For every entry below, retype it exactly as it reads.

-- Listed records follows --

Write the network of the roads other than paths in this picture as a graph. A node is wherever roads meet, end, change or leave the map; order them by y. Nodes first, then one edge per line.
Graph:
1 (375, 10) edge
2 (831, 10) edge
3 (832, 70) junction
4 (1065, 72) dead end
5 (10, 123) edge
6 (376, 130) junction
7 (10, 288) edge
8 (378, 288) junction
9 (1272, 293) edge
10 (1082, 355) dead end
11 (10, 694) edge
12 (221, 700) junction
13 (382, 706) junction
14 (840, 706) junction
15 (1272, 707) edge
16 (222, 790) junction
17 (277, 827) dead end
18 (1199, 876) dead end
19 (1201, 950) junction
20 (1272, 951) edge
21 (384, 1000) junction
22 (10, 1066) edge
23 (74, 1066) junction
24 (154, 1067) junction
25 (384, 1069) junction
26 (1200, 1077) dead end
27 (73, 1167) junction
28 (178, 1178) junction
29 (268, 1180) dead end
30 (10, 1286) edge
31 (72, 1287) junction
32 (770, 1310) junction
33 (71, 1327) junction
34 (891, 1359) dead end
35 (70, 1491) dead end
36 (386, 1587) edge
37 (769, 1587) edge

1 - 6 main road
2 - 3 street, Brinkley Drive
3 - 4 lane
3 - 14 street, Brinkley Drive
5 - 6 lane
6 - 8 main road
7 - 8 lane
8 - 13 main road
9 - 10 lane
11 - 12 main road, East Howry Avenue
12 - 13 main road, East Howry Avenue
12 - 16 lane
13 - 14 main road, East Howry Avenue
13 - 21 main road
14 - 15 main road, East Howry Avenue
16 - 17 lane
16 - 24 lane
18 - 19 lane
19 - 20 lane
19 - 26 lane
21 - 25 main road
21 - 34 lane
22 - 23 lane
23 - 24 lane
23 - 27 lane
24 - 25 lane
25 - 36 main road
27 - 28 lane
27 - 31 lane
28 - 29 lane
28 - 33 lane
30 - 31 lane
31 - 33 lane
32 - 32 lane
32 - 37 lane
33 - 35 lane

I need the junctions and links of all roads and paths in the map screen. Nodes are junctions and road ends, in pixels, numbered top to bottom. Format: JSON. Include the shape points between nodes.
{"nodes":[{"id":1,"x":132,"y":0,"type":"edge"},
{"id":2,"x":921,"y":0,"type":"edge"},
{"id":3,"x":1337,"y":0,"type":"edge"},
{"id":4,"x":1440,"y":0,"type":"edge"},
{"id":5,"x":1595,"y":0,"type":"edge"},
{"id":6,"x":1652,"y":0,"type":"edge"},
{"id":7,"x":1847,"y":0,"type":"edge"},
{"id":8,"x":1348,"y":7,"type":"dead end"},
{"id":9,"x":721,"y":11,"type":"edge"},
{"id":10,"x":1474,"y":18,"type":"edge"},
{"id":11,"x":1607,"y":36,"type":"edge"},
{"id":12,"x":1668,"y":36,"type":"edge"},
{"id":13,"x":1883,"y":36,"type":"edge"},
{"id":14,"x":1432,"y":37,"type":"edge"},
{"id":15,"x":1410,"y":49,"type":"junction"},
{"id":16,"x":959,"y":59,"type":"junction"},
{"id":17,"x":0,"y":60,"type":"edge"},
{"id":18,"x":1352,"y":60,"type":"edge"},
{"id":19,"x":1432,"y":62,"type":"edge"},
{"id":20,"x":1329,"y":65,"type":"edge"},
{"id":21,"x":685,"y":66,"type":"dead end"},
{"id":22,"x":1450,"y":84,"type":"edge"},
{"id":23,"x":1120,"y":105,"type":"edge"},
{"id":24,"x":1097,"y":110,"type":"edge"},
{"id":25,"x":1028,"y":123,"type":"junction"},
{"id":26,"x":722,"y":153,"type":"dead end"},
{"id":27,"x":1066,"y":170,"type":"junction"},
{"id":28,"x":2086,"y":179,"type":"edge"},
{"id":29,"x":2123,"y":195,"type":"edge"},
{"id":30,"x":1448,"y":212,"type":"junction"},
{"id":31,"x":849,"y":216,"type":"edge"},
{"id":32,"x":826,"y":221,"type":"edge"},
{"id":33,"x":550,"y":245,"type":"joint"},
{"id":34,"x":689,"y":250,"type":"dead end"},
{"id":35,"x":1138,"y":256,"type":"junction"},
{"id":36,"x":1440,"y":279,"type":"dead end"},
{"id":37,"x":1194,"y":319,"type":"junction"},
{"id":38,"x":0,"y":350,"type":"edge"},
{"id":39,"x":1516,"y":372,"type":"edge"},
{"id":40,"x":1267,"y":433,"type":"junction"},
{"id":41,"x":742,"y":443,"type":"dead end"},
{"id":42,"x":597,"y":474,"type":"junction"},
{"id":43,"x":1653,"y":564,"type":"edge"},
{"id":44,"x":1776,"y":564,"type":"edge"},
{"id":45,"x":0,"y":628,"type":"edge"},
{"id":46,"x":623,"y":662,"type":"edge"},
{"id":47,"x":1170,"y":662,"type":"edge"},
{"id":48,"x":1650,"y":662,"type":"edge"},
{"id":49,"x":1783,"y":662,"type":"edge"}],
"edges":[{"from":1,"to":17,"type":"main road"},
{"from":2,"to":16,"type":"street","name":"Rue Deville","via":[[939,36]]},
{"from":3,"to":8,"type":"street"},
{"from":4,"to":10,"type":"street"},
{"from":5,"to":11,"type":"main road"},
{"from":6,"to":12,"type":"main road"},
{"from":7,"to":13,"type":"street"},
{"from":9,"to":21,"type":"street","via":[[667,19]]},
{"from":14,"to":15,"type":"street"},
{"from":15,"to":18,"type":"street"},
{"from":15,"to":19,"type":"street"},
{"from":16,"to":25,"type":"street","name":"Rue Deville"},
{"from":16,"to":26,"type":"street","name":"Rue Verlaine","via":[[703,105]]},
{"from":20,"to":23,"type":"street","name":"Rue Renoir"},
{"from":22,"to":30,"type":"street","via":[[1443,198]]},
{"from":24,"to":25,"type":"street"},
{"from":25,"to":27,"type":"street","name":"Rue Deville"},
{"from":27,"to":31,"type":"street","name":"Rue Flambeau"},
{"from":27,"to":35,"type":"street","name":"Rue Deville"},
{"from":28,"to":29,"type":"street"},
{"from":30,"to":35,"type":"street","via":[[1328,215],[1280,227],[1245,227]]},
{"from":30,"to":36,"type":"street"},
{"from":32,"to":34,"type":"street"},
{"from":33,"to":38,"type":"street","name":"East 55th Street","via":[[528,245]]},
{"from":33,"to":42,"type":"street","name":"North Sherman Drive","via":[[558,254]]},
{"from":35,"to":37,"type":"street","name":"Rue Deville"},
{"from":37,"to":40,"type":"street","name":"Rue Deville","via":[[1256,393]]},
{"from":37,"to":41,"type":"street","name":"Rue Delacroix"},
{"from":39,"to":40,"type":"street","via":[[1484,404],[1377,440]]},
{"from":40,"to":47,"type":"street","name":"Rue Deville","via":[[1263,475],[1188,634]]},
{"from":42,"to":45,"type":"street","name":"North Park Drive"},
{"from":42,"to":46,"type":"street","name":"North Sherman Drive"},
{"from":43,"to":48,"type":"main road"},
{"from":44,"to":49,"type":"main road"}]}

-- Listed records concluded --

Answer to the exercise |
Write the network of the roads other than paths in this picture as a graph. A node is wherever roads meet, end, change or leave the map; order them by y. Nodes first, then one edge per line.
Graph:
1 (375, 10) edge
2 (831, 10) edge
3 (832, 70) junction
4 (1065, 72) dead end
5 (10, 123) edge
6 (376, 130) junction
7 (10, 288) edge
8 (378, 288) junction
9 (1272, 293) edge
10 (1082, 355) dead end
11 (10, 694) edge
12 (221, 700) junction
13 (382, 706) junction
14 (840, 706) junction
15 (1272, 707) edge
16 (222, 790) junction
17 (277, 827) dead end
18 (1199, 876) dead end
19 (1201, 950) junction
20 (1272, 951) edge
21 (384, 1000) junction
22 (10, 1066) edge
23 (74, 1066) junction
24 (154, 1067) junction
25 (384, 1069) junction
26 (1200, 1077) dead end
27 (73, 1167) junction
28 (178, 1178) junction
29 (268, 1180) dead end
30 (10, 1286) edge
31 (72, 1287) junction
32 (770, 1310) junction
33 (71, 1327) junction
34 (891, 1359) dead end
35 (70, 1491) dead end
36 (386, 1587) edge
37 (769, 1587) edge

1 - 6 main road
2 - 3 street, Brinkley Drive
3 - 4 lane
3 - 14 street, Brinkley Drive
5 - 6 lane
6 - 8 main road
7 - 8 lane
8 - 13 main road
9 - 10 lane
11 - 12 main road, East Howry Avenue
12 - 13 main road, East Howry Avenue
12 - 16 lane
13 - 14 main road, East Howry Avenue
13 - 21 main road
14 - 15 main road, East Howry Avenue
16 - 17 lane
16 - 24 lane
18 - 19 lane
19 - 20 lane
19 - 26 lane
21 - 25 main road
21 - 34 lane
22 - 23 lane
23 - 24 lane
23 - 27 lane
24 - 25 lane
25 - 36 main road
27 - 28 lane
27 - 31 lane
28 - 29 lane
28 - 33 lane
30 - 31 lane
31 - 33 lane
32 - 32 lane
32 - 37 lane
33 - 35 lane

I need the junctions and links of all roads and paths in the map screen. Nodes are junctions and road ends, in pixels, numbered top to bottom. Format: JSON. Include the shape points between nodes.
{"nodes":[{"id":1,"x":132,"y":0,"type":"edge"},
{"id":2,"x":921,"y":0,"type":"edge"},
{"id":3,"x":1337,"y":0,"type":"edge"},
{"id":4,"x":1440,"y":0,"type":"edge"},
{"id":5,"x":1595,"y":0,"type":"edge"},
{"id":6,"x":1652,"y":0,"type":"edge"},
{"id":7,"x":1847,"y":0,"type":"edge"},
{"id":8,"x":1348,"y":7,"type":"dead end"},
{"id":9,"x":721,"y":11,"type":"edge"},
{"id":10,"x":1474,"y":18,"type":"edge"},
{"id":11,"x":1607,"y":36,"type":"edge"},
{"id":12,"x":1668,"y":36,"type":"edge"},
{"id":13,"x":1883,"y":36,"type":"edge"},
{"id":14,"x":1432,"y":37,"type":"edge"},
{"id":15,"x":1410,"y":49,"type":"junction"},
{"id":16,"x":959,"y":59,"type":"junction"},
{"id":17,"x":0,"y":60,"type":"edge"},
{"id":18,"x":1352,"y":60,"type":"edge"},
{"id":19,"x":1432,"y":62,"type":"edge"},
{"id":20,"x":1329,"y":65,"type":"edge"},
{"id":21,"x":685,"y":66,"type":"dead end"},
{"id":22,"x":1450,"y":84,"type":"edge"},
{"id":23,"x":1120,"y":105,"type":"edge"},
{"id":24,"x":1097,"y":110,"type":"edge"},
{"id":25,"x":1028,"y":123,"type":"junction"},
{"id":26,"x":722,"y":153,"type":"dead end"},
{"id":27,"x":1066,"y":170,"type":"junction"},
{"id":28,"x":2086,"y":179,"type":"edge"},
{"id":29,"x":2123,"y":195,"type":"edge"},
{"id":30,"x":1448,"y":212,"type":"junction"},
{"id":31,"x":849,"y":216,"type":"edge"},
{"id":32,"x":826,"y":221,"type":"edge"},
{"id":33,"x":550,"y":245,"type":"joint"},
{"id":34,"x":689,"y":250,"type":"dead end"},
{"id":35,"x":1138,"y":256,"type":"junction"},
{"id":36,"x":1440,"y":279,"type":"dead end"},
{"id":37,"x":1194,"y":319,"type":"junction"},
{"id":38,"x":0,"y":350,"type":"edge"},
{"id":39,"x":1516,"y":372,"type":"edge"},
{"id":40,"x":1267,"y":433,"type":"junction"},
{"id":41,"x":742,"y":443,"type":"dead end"},
{"id":42,"x":597,"y":474,"type":"junction"},
{"id":43,"x":1653,"y":564,"type":"edge"},
{"id":44,"x":1776,"y":564,"type":"edge"},
{"id":45,"x":0,"y":628,"type":"edge"},
{"id":46,"x":623,"y":662,"type":"edge"},
{"id":47,"x":1170,"y":662,"type":"edge"},
{"id":48,"x":1650,"y":662,"type":"edge"},
{"id":49,"x":1783,"y":662,"type":"edge"}],
"edges":[{"from":1,"to":17,"type":"main road"},
{"from":2,"to":16,"type":"street","name":"Rue Deville","via":[[939,36]]},
{"from":3,"to":8,"type":"street"},
{"from":4,"to":10,"type":"street"},
{"from":5,"to":11,"type":"main road"},
{"from":6,"to":12,"type":"main road"},
{"from":7,"to":13,"type":"street"},
{"from":9,"to":21,"type":"street","via":[[667,19]]},
{"from":14,"to":15,"type":"street"},
{"from":15,"to":18,"type":"street"},
{"from":15,"to":19,"type":"street"},
{"from":16,"to":25,"type":"street","name":"Rue Deville"},
{"from":16,"to":26,"type":"street","name":"Rue Verlaine","via":[[703,105]]},
{"from":20,"to":23,"type":"street","name":"Rue Renoir"},
{"from":22,"to":30,"type":"street","via":[[1443,198]]},
{"from":24,"to":25,"type":"street"},
{"from":25,"to":27,"type":"street","name":"Rue Deville"},
{"from":27,"to":31,"type":"street","name":"Rue Flambeau"},
{"from":27,"to":35,"type":"street","name":"Rue Deville"},
{"from":28,"to":29,"type":"street"},
{"from":30,"to":35,"type":"street","via":[[1328,215],[1280,227],[1245,227]]},
{"from":30,"to":36,"type":"street"},
{"from":32,"to":34,"type":"street"},
{"from":33,"to":38,"type":"street","name":"East 55th Street","via":[[528,245]]},
{"from":33,"to":42,"type":"street","name":"North Sherman Drive","via":[[558,254]]},
{"from":35,"to":37,"type":"street","name":"Rue Deville"},
{"from":37,"to":40,"type":"street","name":"Rue Deville","via":[[1256,393]]},
{"from":37,"to":41,"type":"street","name":"Rue Delacroix"},
{"from":39,"to":40,"type":"street","via":[[1484,404],[1377,440]]},
{"from":40,"to":47,"type":"street","name":"Rue Deville","via":[[1263,475],[1188,634]]},
{"from":42,"to":45,"type":"street","name":"North Park Drive"},
{"from":42,"to":46,"type":"street","name":"North Sherman Drive"},
{"from":43,"to":48,"type":"main road"},
{"from":44,"to":49,"type":"main road"}]}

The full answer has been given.